Recorded data

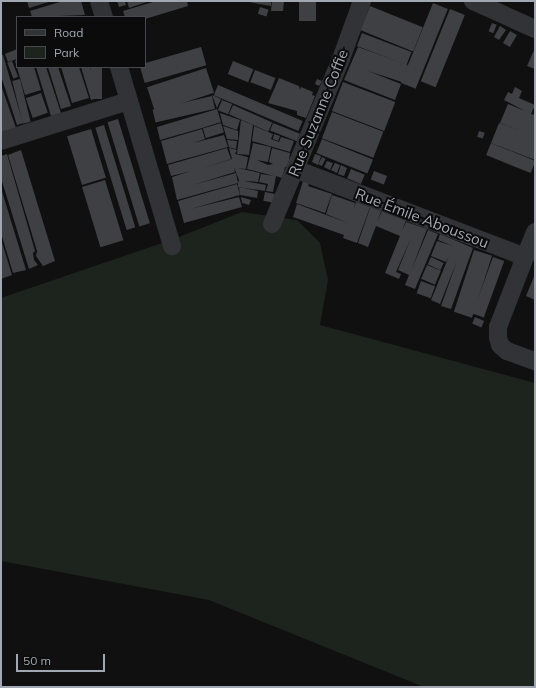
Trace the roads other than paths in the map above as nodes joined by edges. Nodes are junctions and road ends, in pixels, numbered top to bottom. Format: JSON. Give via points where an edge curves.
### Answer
{"nodes":[{"id":1,"x":99,"y":1,"type":"edge"},
{"id":2,"x":362,"y":1,"type":"edge"},
{"id":3,"x":473,"y":1,"type":"edge"},
{"id":4,"x":104,"y":16,"type":"edge"},
{"id":5,"x":535,"y":28,"type":"edge"},
{"id":6,"x":119,"y":68,"type":"edge"},
{"id":7,"x":129,"y":102,"type":"junction"},
{"id":8,"x":1,"y":141,"type":"edge"},
{"id":9,"x":295,"y":169,"type":"junction"},
{"id":10,"x":272,"y":224,"type":"dead end"},
{"id":11,"x":535,"y":232,"type":"edge"},
{"id":12,"x":172,"y":246,"type":"dead end"},
{"id":13,"x":525,"y":257,"type":"junction"},
{"id":14,"x":535,"y":361,"type":"edge"}],
"edges":[{"from":1,"to":4,"type":"street"},
{"from":2,"to":9,"type":"street","name":"Rue Suzanne Coffie"},
{"from":3,"to":5,"type":"street"},
{"from":6,"to":7,"type":"street"},
{"from":7,"to":8,"type":"street"},
{"from":7,"to":12,"type":"street"},
{"from":9,"to":10,"type":"street","name":"Rue Suzanne Coffie"},
{"from":9,"to":13,"type":"street","name":"Rue Émile Aboussou"},
{"from":11,"to":13,"type":"street"},
{"from":13,"to":14,"type":"street","via":[[498,327],[498,337],[500,345],[507,351]]}]}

TASK: Please transcribe the entries exactly, omitting the images.

EXERCISE RESULT:
Trace the roads other than paths in the map above as nodes joined by edges. Nodes are junctions and road ends, in pixels, numbered top to bottom. Format: JSON. Give via points where an edge curves.
### Answer
{"nodes":[{"id":1,"x":99,"y":1,"type":"edge"},
{"id":2,"x":362,"y":1,"type":"edge"},
{"id":3,"x":473,"y":1,"type":"edge"},
{"id":4,"x":104,"y":16,"type":"edge"},
{"id":5,"x":535,"y":28,"type":"edge"},
{"id":6,"x":119,"y":68,"type":"edge"},
{"id":7,"x":129,"y":102,"type":"junction"},
{"id":8,"x":1,"y":141,"type":"edge"},
{"id":9,"x":295,"y":169,"type":"junction"},
{"id":10,"x":272,"y":224,"type":"dead end"},
{"id":11,"x":535,"y":232,"type":"edge"},
{"id":12,"x":172,"y":246,"type":"dead end"},
{"id":13,"x":525,"y":257,"type":"junction"},
{"id":14,"x":535,"y":361,"type":"edge"}],
"edges":[{"from":1,"to":4,"type":"street"},
{"from":2,"to":9,"type":"street","name":"Rue Suzanne Coffie"},
{"from":3,"to":5,"type":"street"},
{"from":6,"to":7,"type":"street"},
{"from":7,"to":8,"type":"street"},
{"from":7,"to":12,"type":"street"},
{"from":9,"to":10,"type":"street","name":"Rue Suzanne Coffie"},
{"from":9,"to":13,"type":"street","name":"Rue Émile Aboussou"},
{"from":11,"to":13,"type":"street"},
{"from":13,"to":14,"type":"street","via":[[498,327],[498,337],[500,345],[507,351]]}]}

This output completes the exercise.